Sheeting, pillow covers, duvet covers, blankets... after investing in a great mattress and pillows and lovingly wrapping them in luxurious mattress and pillow protectors, you do not want to ruin your sleep experience by topping them off with the wrong bedding. But what is the right bedding for you?

Here is a basic guide to bedding jargon so you can make yet another great and informed choice:

Let's start with the simplest concept...

1. Sizing - Luckily this correlates with the mattress sizing and duvet inner sizing that you are familiar with. King, queen, 3/4 and single, you should be fine selecting the correct one.

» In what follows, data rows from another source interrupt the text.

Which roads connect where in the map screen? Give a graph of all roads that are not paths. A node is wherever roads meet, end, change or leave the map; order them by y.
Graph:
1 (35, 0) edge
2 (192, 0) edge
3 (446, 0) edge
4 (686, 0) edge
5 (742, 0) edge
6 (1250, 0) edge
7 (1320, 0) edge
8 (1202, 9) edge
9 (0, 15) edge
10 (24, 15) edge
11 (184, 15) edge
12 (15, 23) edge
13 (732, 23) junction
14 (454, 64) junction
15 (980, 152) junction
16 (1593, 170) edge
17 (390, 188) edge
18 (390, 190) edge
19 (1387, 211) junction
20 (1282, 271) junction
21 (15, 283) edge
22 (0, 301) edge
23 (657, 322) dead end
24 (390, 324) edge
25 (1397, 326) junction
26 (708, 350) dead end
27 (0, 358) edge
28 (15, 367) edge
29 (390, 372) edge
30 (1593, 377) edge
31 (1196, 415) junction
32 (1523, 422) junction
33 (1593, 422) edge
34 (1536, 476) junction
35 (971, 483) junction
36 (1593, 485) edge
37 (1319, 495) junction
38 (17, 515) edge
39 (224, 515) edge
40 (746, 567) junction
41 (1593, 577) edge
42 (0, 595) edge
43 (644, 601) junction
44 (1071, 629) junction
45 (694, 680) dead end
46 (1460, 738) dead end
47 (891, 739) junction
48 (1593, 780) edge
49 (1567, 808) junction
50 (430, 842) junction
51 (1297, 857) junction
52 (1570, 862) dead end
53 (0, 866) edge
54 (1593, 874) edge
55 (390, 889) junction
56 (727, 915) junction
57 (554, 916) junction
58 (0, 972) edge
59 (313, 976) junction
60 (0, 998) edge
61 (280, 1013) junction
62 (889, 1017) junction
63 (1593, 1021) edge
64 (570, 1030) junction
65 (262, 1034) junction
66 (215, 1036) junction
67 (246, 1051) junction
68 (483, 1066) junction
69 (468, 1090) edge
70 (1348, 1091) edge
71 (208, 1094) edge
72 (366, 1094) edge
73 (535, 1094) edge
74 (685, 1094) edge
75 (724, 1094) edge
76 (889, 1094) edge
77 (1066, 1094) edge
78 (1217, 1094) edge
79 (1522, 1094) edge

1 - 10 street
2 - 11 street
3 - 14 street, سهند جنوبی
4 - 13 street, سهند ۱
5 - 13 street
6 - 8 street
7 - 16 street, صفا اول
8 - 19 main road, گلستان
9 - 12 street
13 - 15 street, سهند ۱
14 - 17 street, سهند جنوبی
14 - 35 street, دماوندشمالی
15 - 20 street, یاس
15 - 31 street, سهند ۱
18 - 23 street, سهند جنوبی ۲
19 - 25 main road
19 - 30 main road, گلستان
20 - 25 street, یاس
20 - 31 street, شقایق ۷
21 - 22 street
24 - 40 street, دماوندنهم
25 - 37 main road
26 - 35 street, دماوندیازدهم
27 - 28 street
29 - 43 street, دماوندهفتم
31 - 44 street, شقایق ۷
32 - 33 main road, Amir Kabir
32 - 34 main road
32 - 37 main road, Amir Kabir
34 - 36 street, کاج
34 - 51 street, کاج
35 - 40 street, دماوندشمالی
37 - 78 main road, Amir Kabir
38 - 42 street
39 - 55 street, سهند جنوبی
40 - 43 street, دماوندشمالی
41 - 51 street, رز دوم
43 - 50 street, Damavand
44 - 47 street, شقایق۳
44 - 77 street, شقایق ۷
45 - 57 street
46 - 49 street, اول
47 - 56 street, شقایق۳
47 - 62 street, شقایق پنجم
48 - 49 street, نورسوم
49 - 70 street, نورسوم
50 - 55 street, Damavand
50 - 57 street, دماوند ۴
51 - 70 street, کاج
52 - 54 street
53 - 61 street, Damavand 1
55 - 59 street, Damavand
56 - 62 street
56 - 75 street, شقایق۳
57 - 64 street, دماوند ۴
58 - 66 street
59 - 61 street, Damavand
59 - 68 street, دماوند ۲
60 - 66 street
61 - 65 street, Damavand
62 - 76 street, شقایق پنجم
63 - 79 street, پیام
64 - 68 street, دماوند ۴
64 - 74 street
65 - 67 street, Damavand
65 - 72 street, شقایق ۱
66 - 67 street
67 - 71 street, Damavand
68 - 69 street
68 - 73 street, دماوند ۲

Warning! If you have selected an extra length duvet inner remember you will need an extra length cover. No one likes sleeping with a bunched up duvet round their feet.

And now onto fabrics... stay with me here.

2. Fabrics -  There are three types of fabric to choose from: polycotton, cotton and linen.


Polycotton – A blend of man-made plastic-like polyester and the natural fibre cotton. Polyester gives the duvet cover lightness whilst the cotton breathes. The higher the ratio of cotton to polyester the cooler you will be. The quality of cotton varies depending on the plant used and how it is manufactured. Polyester is known to be easily washed and need less ironing. However, it does not age well and is prone to changing shape and tearing with use.

Cotton - A natural fibre picked off the cotton plant, it is well-respected for its flow and robustness, however, the quality varies depending on the crop and how it is prepared.The gold standard in cotton is Egyptian cotton which creates a smoother, but heavier fabric. Cotton washes well, even at high temperatures such as 100 degrees. This means it works well for those concerned about dustmites, fungi and moulds. It also works well for those fighting against stains.

Linen - A textile derived from the flax plant. It is laborious to manufacture but once spun creates a fabric with exceptional coolness and an amazing ability to remain fresh even in scorching heat. These qualities make linen the most costly out of the three. There are linen/cotton blends available which make it slightly more affordable. Linen bedding is a good investment for use over many years.

The Sealy team hopes that this guide helps you to complete making up your dream bed! Now when you are online or instore, you won’t be baffled by the jargon and you should be able to find what you need without much fuss. Happy shopping and happy sleeping!